To the best of our knowledge, this study is the first attempt to use IML to accurately estimate the extent to which focal operational features affect outpatient waiting times. The majority of previous studies that aim to understand operational situations and identify service improvements in healthcare were limited in accurately capturing the complex relationship between features and waiting times, primarily due to linearity assumption. Our study empirically reveals the necessity of considering a nonlinear relationship between waiting times and operational features in outpatient care services. By employing IML, we overcome the limitations of previous research, enabling a more precise estimation and interpretation of nonlinear relationships. Thus, our study contributes to filling this research gap that has not yet been addressed in healthcare service management. Moreover, this study represents a novel approach to employing asymmetric loss function and DAES for training of waiting time prediction model, specifically aimed at reducing both underestimation and excessive overestimation. Thus, our study also contributes to bridging the research gap by adapting patient-centered philosophies, which have been previously overlooked in the literature on outpatient waiting time prediction.

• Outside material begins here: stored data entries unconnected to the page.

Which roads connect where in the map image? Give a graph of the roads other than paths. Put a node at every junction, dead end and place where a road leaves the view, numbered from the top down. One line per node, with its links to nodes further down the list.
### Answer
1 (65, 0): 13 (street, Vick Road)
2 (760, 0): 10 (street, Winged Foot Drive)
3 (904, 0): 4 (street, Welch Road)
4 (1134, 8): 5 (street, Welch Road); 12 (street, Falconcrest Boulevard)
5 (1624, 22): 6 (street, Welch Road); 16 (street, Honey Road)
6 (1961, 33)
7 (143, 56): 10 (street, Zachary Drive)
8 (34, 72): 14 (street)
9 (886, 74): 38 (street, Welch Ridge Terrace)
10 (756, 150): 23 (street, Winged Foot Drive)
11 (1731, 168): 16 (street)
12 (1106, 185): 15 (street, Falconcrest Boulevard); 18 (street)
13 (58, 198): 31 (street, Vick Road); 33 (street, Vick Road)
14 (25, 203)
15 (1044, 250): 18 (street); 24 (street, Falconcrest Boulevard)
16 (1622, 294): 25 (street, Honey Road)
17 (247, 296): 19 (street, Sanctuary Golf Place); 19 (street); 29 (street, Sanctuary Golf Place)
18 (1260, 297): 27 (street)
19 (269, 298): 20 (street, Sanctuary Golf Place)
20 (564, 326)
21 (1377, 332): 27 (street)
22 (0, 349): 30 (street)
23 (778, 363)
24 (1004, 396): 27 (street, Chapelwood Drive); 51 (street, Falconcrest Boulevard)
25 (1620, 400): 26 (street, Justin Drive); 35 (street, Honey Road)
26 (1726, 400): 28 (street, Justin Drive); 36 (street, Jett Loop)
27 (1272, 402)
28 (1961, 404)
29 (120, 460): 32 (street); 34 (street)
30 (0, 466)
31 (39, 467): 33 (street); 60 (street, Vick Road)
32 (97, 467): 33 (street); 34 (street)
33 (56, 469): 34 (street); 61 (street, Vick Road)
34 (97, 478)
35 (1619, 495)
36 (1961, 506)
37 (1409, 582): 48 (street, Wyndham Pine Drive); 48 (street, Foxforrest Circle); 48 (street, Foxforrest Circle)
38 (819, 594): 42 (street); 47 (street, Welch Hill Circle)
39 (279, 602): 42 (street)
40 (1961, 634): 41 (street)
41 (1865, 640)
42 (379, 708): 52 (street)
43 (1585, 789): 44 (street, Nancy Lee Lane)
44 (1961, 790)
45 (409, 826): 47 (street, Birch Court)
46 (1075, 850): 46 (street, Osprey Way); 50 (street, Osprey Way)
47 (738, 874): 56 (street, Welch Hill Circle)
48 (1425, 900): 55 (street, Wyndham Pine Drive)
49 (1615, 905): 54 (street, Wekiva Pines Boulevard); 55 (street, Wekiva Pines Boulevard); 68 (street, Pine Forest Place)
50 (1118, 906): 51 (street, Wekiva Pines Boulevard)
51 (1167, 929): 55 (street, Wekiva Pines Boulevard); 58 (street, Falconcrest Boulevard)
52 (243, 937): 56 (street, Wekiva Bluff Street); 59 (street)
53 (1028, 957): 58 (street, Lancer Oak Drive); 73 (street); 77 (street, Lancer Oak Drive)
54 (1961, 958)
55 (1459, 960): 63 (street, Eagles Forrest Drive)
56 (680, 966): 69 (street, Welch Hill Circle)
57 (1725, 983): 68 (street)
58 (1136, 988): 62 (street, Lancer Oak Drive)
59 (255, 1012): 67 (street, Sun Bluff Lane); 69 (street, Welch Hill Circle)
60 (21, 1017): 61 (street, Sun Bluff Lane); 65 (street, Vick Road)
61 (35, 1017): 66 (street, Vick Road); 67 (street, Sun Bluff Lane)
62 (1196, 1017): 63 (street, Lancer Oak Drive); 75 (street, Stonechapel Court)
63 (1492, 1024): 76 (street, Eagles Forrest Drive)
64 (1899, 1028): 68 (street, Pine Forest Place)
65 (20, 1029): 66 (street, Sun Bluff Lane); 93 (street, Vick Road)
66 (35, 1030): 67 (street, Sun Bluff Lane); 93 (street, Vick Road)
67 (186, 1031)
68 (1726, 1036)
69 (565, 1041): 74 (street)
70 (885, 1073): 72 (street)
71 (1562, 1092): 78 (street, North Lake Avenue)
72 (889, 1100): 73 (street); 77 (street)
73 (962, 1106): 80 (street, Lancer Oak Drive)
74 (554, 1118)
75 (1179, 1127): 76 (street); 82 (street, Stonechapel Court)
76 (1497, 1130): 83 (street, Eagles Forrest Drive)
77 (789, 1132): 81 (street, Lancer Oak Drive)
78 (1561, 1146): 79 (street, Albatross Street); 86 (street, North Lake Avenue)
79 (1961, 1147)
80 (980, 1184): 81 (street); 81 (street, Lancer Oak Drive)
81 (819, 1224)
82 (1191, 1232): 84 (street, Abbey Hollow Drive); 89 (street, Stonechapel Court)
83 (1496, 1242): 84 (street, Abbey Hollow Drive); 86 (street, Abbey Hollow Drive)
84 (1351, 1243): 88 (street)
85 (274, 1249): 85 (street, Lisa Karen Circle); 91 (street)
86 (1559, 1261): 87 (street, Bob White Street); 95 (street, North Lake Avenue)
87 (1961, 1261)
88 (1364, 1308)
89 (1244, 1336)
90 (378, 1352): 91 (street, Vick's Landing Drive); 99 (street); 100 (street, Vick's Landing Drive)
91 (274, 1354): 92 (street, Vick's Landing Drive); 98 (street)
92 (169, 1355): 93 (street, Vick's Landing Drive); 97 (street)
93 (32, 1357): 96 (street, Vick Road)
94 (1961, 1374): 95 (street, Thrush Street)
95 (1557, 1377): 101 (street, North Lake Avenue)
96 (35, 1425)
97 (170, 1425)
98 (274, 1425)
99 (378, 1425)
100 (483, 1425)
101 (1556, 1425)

The methodological contribution and practical applicability of this study were validated through a case study on the importance estimation of operational features affecting the waiting times in the EM and NS departments’ outpatient services of one of the largest hospitals in South Korea. To highlight the practical contributions of our framework and provide concrete examples of its application, we present several valuable applications in the healthcare setting as follows: (Real-time patient notifications) One key application is the provision of real-time patient notifications. For instance, many patients have expressed frustration with not knowing how long they may need to wait for their consultations. Our case studies demonstrate that our methodology accurately predicts waiting times in 1-min units, providing a higher level of granularity compared with traditional 15- and 30-min units. Our approach also offers explanations for its prediction. Providing patients with precise updates about their consultation can enhance the overall patient experience, reducing anxiety and dissatisfaction. (Operations improvement) From the perspective of outpatient operations, our framework allows healthcare providers to better understand the factors contributing to longer waiting times. On the basis of the advantages of IML discussed earlier, we can identify the specific reasons behind extended waiting times. This knowledge allows for strategic interventions, such as adding extra nurses, to reduce waiting times or adjusting appointment schedules. The ability to determine the causes of longer waiting times is a significant contribution to operational efficiency. (Minimizing patient dissatisfaction) Our research emphasizes the importance of minimizing potential patient dissatisfaction due to inaccurate predictions. By incorporating an asymmetric loss function and DAES into our model, we can reduce the effects of inaccurate predictions on patients. This not only enhances the patient experience but also reduces the risk of dissatisfaction, which can negatively affect the reputation of healthcare service providers. In conclusion, we believe the proposed framework will serve as a valuable tool for monitoring, managing, and enhancing hospital outpatient services.